Телепнёв продолжил, тяжело заходив по веранде:
– Эра milklit уникальна тем, что подняла и воздвигла совсем забытые имена, а многих бумажных гениев утопила! Например, Пригов гениально стоит в молоке! Улитин! Norman Mailer! Wyndham Lewis! А Набоков – плохо! Беккет – плохо! А Кафка – так себе!
– И “Улисс” – так себе, – подхватила Вера. – А “Finnegans Wake” – гениально!
– Гениально! В Дублине был фест по этому поводу, moloko и гиннес рекой лились! Второе рождение! Это невозможно объяснить!
– И не надо, – согласился Протопопов. – Пробируй – и всё!
– Пробируй – и всё!
– Это железный аргумент…
– Переплётчик должен объяснять. – Лидия приблизилась к Киршгартену, глядя с лукавством из-подлобья.
– Он никому ничего не должен, – холодно проговорила Ольга.
– Объяснить можно всё, – ответил Ролан. – Даже Вселенную. Даже Бога.
– A moloko?
– Я этим постоянно занимаюсь! – рассмеялся Киршгартен.
– Но что толку от обоснований? – развёл руками Телепнёв. – Надо плыть в молоке вперёд и не оглядываться. Гребите дружней, дорогие!
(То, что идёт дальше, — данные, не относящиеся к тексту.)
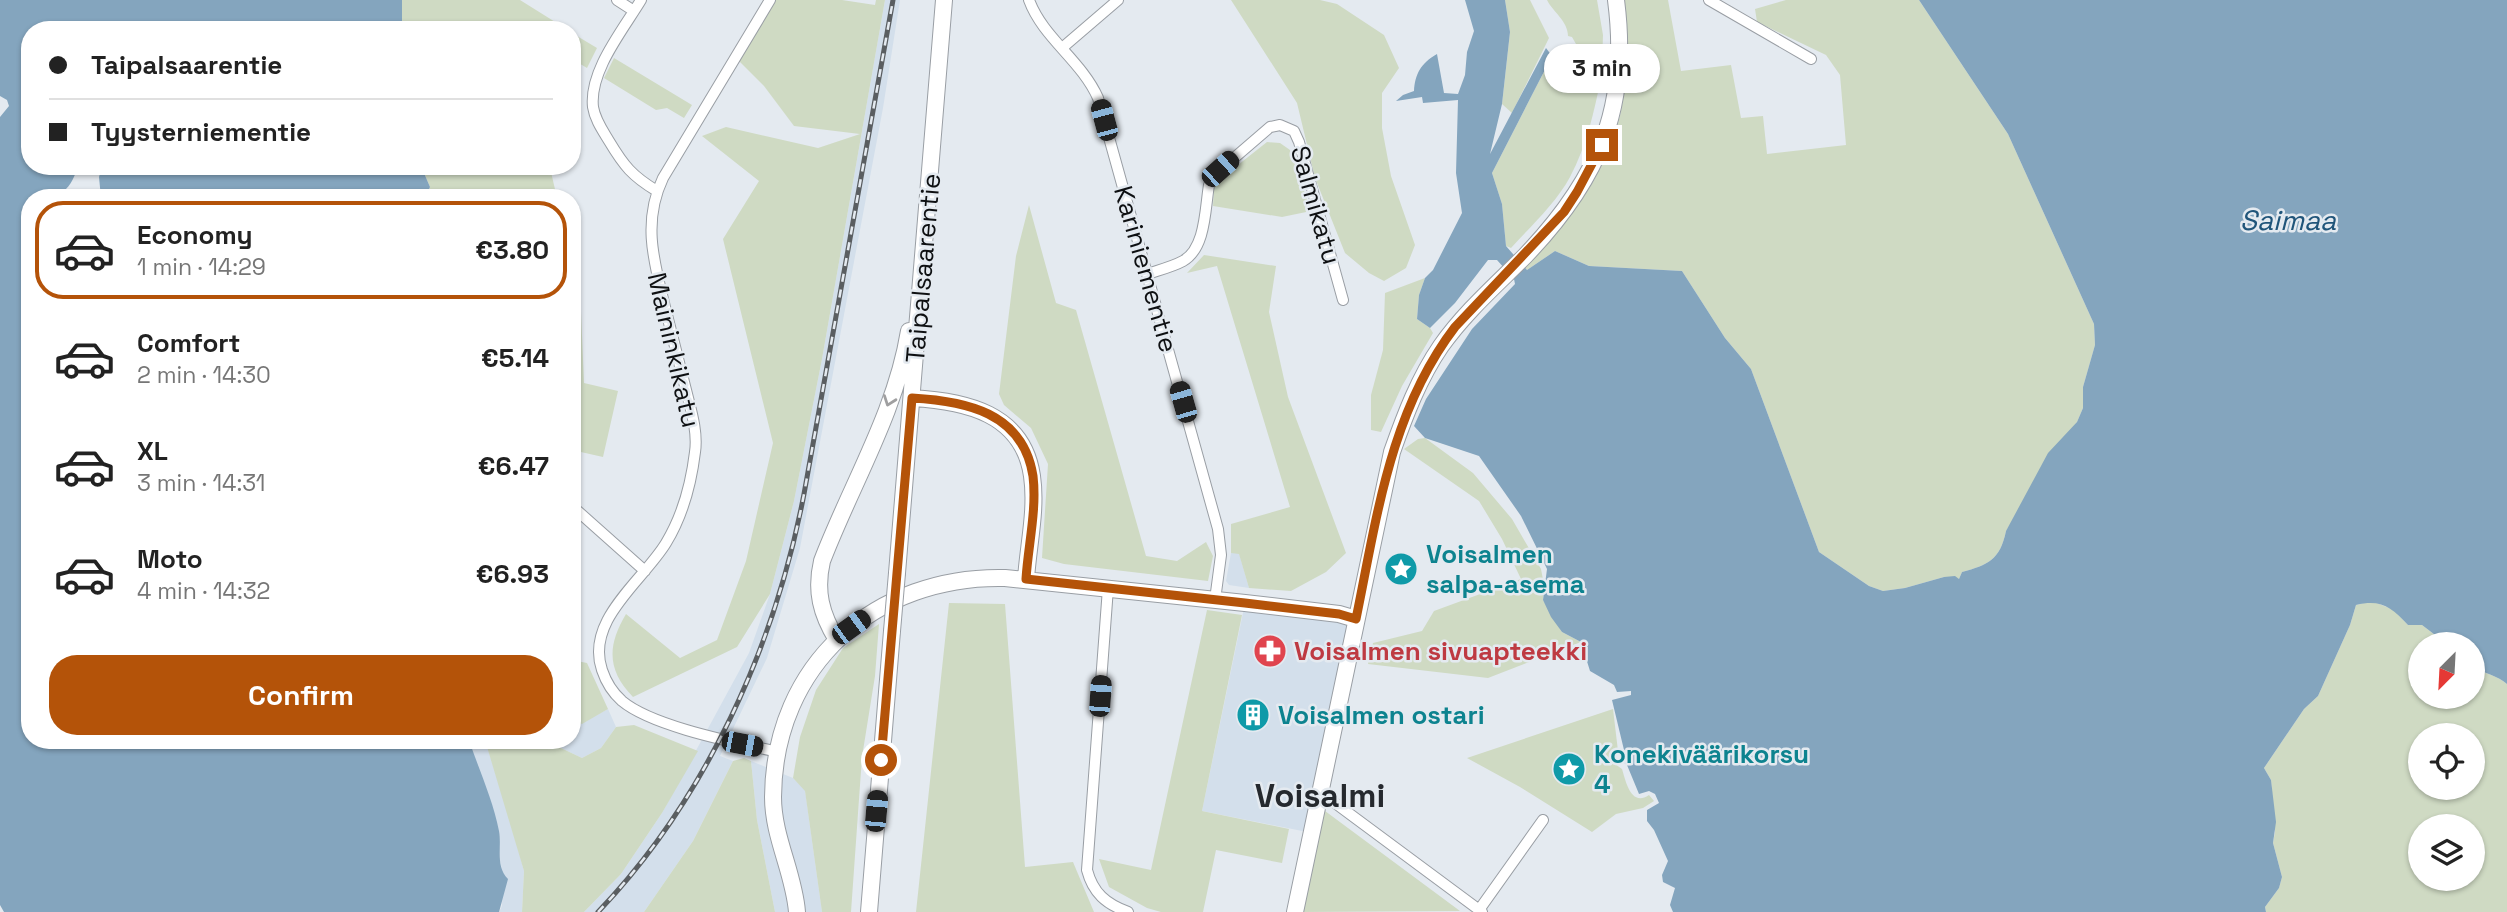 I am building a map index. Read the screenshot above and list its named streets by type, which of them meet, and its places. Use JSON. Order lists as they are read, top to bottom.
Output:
{
  "streets": {
    "street": [
      "Salmikatu",
      "Taipalsaarentie",
      "Kariniementie",
      "Maininkikatu"
    ]
  },
  "crossings": [
    ["Salmikatu", "Kariniementie"]
  ],
  "districts": ["Voisalmi"],
  "water": ["Saimaa"],
  "places": {
    "place": ["Voisalmen salpa-asema", "Konekiväärikorsu 4"],
    "pharmacy": ["Voisalmen sivuapteekki"],
    "building": ["Voisalmen ostari"]
  },
  "north": "bottom left",
  "page": {
    "banner": ["Taipalsaarentie", "Tyysterniementie"],
    "bubble": "3 min",
    "list": [
      {
        "name": "Economy",
        "note": "1 min · 14:29",
        "value": "€3.80"
      },
      {
        "name": "Comfort",
        "note": "2 min · 14:30",
        "value": "€5.14"
      },
      {
        "name": "XL",
        "note": "3 min · 14:31",
        "value": "€6.47"
      },
      {
        "name": "Moto",
        "note": "4 min · 14:32",
        "value": "€6.93"
      }
    ],
    "buttons": "Confirm"
  }
}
– Это тост! – усмехнулся Протопопов.
Они выпили.
– Петя? – Лидия посмотрела на мужа.
– Я? – Лурье поднял брови. – Друзья, как признался уже Пётр, у прозаиков плоховатая память на стихи.
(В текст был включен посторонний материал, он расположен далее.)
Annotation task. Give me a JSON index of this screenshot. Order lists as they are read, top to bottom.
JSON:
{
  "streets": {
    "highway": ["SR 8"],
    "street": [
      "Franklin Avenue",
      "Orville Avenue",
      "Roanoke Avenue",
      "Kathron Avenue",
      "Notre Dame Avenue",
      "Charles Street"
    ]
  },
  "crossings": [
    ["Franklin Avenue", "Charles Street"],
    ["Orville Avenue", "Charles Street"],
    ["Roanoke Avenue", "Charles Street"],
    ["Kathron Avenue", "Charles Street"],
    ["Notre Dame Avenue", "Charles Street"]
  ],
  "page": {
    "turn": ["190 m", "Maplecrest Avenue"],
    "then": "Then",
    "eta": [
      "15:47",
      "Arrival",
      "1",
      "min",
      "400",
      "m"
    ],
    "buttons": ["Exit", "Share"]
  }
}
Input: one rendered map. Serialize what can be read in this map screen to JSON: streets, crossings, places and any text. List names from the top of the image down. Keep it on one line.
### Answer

– Неу всех! – пророкотал Телепнёв.
– Ну… сейчас…
Лурье потеребил свою короткую седоватую бороду, прищурился:
- Мой товарищ, в смертельной агонии
- Не зови понапрасну друзей.
- Дай-ка лучше согрею ладони я
- Над дымящейся кровью твоей.
- Ты не плачь, не стони, ты не маленький,
- Ты не ранен – ты просто убит.
- Дай на память сниму с тебя валенки,
- Нам ещё наступать предстоит.
– Прекрасно! – дёрнул головой Телепнёв.
– Господи, опять про войну! – Вера взялась ладонями за виски. – Сколько можно?! Она же закончилась.
– Верочка, это не про эту войну, про другую.
– Кто автор?
–Ион Деген, – ответил Киршгартен.
– Фронтовик, – сообщил Лурье, беря со стола гренку с форшмаком.
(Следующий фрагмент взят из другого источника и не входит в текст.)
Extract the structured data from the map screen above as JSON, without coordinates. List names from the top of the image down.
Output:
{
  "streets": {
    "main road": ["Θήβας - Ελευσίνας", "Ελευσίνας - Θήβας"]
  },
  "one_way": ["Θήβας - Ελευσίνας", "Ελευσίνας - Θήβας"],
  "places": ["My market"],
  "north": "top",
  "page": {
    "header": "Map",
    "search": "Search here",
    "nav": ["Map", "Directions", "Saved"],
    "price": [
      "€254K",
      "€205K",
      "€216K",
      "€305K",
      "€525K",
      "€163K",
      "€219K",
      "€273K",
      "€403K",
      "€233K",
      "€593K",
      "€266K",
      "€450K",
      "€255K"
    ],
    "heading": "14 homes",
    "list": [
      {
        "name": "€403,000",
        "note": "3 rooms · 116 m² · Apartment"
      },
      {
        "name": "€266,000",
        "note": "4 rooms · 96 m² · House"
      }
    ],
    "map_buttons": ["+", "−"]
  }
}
– Фронтовая поэзия должна быть только такой! – заключил Телепнёв и размашисто шлёпнул Глеба по попе. – Не надоело тебе со стариками?
– Не-а.
– Сейчас пойдём есть. – Вера стала гладить сына по голове, но тот отстранился.
– Осталась Ольга, – произнесла Лидия, не глядя на неё.
– Я… да.
– А она стихов не знает! – Глеб зло-насмешливо глянул на Ольгу.
– Уверен, стрелок по банкам? – усмехнулась она.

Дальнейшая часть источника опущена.